[What to do] Please set down every entry from the listing below, word for word.

*** Available records Section Begins ***

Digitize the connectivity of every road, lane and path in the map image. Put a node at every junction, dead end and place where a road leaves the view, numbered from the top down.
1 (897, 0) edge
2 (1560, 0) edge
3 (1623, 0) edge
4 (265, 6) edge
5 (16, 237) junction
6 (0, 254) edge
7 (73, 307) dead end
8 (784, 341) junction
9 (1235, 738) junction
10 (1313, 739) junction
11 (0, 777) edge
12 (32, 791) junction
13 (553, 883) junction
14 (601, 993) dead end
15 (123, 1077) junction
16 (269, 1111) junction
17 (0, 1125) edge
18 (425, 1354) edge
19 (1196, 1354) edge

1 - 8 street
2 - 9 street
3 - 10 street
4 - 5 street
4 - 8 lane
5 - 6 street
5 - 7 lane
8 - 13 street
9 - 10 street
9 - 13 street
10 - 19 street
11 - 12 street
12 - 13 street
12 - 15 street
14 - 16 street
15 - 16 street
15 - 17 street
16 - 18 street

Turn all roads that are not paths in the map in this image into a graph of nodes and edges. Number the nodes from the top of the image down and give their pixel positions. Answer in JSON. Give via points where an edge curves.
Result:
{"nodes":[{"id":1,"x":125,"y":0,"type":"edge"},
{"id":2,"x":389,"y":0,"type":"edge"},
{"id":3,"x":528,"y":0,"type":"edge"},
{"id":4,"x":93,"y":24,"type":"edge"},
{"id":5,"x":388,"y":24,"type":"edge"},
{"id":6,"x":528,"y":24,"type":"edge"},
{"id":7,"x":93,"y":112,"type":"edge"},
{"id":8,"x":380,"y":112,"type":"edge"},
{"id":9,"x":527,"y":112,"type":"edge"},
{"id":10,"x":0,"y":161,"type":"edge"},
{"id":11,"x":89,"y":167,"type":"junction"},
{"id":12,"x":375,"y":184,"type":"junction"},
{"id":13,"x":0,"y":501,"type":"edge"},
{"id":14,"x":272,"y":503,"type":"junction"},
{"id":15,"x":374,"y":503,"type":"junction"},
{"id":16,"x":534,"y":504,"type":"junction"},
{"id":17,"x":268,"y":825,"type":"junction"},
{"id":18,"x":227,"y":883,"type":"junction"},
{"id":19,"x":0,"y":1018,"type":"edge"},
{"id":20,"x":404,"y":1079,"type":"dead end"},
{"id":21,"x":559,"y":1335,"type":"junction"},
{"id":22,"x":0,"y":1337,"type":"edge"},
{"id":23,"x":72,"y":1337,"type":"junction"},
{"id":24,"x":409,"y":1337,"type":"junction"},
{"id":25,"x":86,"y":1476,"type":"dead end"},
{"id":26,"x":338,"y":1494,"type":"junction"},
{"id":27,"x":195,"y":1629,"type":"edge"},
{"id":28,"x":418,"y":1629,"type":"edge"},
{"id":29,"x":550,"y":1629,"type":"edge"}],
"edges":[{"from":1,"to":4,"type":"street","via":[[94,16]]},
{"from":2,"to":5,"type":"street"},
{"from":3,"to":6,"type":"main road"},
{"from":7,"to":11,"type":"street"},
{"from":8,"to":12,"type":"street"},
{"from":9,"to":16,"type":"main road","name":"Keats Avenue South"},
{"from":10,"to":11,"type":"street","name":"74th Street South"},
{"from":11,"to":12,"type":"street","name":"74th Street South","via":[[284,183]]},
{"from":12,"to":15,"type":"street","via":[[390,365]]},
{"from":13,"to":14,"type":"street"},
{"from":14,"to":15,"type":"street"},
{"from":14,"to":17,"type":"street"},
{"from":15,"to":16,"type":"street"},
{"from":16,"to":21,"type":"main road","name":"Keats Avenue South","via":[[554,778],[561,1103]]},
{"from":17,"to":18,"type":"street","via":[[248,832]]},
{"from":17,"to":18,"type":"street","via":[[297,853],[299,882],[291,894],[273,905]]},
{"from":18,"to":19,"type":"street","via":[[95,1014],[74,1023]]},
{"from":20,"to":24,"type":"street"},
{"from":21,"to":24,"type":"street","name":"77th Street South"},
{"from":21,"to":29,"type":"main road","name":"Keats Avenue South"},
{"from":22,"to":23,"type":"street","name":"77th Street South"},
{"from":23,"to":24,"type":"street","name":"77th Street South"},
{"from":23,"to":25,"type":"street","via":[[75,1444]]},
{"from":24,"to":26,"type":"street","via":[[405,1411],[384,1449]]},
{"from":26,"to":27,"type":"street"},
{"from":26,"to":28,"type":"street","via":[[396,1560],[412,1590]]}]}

*** Available records Section Ends ***

[Your response]
Digitize the connectivity of every road, lane and path in the map image. Put a node at every junction, dead end and place where a road leaves the view, numbered from the top down.
1 (897, 0) edge
2 (1560, 0) edge
3 (1623, 0) edge
4 (265, 6) edge
5 (16, 237) junction
6 (0, 254) edge
7 (73, 307) dead end
8 (784, 341) junction
9 (1235, 738) junction
10 (1313, 739) junction
11 (0, 777) edge
12 (32, 791) junction
13 (553, 883) junction
14 (601, 993) dead end
15 (123, 1077) junction
16 (269, 1111) junction
17 (0, 1125) edge
18 (425, 1354) edge
19 (1196, 1354) edge

1 - 8 street
2 - 9 street
3 - 10 street
4 - 5 street
4 - 8 lane
5 - 6 street
5 - 7 lane
8 - 13 street
9 - 10 street
9 - 13 street
10 - 19 street
11 - 12 street
12 - 13 street
12 - 15 street
14 - 16 street
15 - 16 street
15 - 17 street
16 - 18 street

Turn all roads that are not paths in the map in this image into a graph of nodes and edges. Number the nodes from the top of the image down and give their pixel positions. Answer in JSON. Give via points where an edge curves.
Result:
{"nodes":[{"id":1,"x":125,"y":0,"type":"edge"},
{"id":2,"x":389,"y":0,"type":"edge"},
{"id":3,"x":528,"y":0,"type":"edge"},
{"id":4,"x":93,"y":24,"type":"edge"},
{"id":5,"x":388,"y":24,"type":"edge"},
{"id":6,"x":528,"y":24,"type":"edge"},
{"id":7,"x":93,"y":112,"type":"edge"},
{"id":8,"x":380,"y":112,"type":"edge"},
{"id":9,"x":527,"y":112,"type":"edge"},
{"id":10,"x":0,"y":161,"type":"edge"},
{"id":11,"x":89,"y":167,"type":"junction"},
{"id":12,"x":375,"y":184,"type":"junction"},
{"id":13,"x":0,"y":501,"type":"edge"},
{"id":14,"x":272,"y":503,"type":"junction"},
{"id":15,"x":374,"y":503,"type":"junction"},
{"id":16,"x":534,"y":504,"type":"junction"},
{"id":17,"x":268,"y":825,"type":"junction"},
{"id":18,"x":227,"y":883,"type":"junction"},
{"id":19,"x":0,"y":1018,"type":"edge"},
{"id":20,"x":404,"y":1079,"type":"dead end"},
{"id":21,"x":559,"y":1335,"type":"junction"},
{"id":22,"x":0,"y":1337,"type":"edge"},
{"id":23,"x":72,"y":1337,"type":"junction"},
{"id":24,"x":409,"y":1337,"type":"junction"},
{"id":25,"x":86,"y":1476,"type":"dead end"},
{"id":26,"x":338,"y":1494,"type":"junction"},
{"id":27,"x":195,"y":1629,"type":"edge"},
{"id":28,"x":418,"y":1629,"type":"edge"},
{"id":29,"x":550,"y":1629,"type":"edge"}],
"edges":[{"from":1,"to":4,"type":"street","via":[[94,16]]},
{"from":2,"to":5,"type":"street"},
{"from":3,"to":6,"type":"main road"},
{"from":7,"to":11,"type":"street"},
{"from":8,"to":12,"type":"street"},
{"from":9,"to":16,"type":"main road","name":"Keats Avenue South"},
{"from":10,"to":11,"type":"street","name":"74th Street South"},
{"from":11,"to":12,"type":"street","name":"74th Street South","via":[[284,183]]},
{"from":12,"to":15,"type":"street","via":[[390,365]]},
{"from":13,"to":14,"type":"street"},
{"from":14,"to":15,"type":"street"},
{"from":14,"to":17,"type":"street"},
{"from":15,"to":16,"type":"street"},
{"from":16,"to":21,"type":"main road","name":"Keats Avenue South","via":[[554,778],[561,1103]]},
{"from":17,"to":18,"type":"street","via":[[248,832]]},
{"from":17,"to":18,"type":"street","via":[[297,853],[299,882],[291,894],[273,905]]},
{"from":18,"to":19,"type":"street","via":[[95,1014],[74,1023]]},
{"from":20,"to":24,"type":"street"},
{"from":21,"to":24,"type":"street","name":"77th Street South"},
{"from":21,"to":29,"type":"main road","name":"Keats Avenue South"},
{"from":22,"to":23,"type":"street","name":"77th Street South"},
{"from":23,"to":24,"type":"street","name":"77th Street South"},
{"from":23,"to":25,"type":"street","via":[[75,1444]]},
{"from":24,"to":26,"type":"street","via":[[405,1411],[384,1449]]},
{"from":26,"to":27,"type":"street"},
{"from":26,"to":28,"type":"street","via":[[396,1560],[412,1590]]}]}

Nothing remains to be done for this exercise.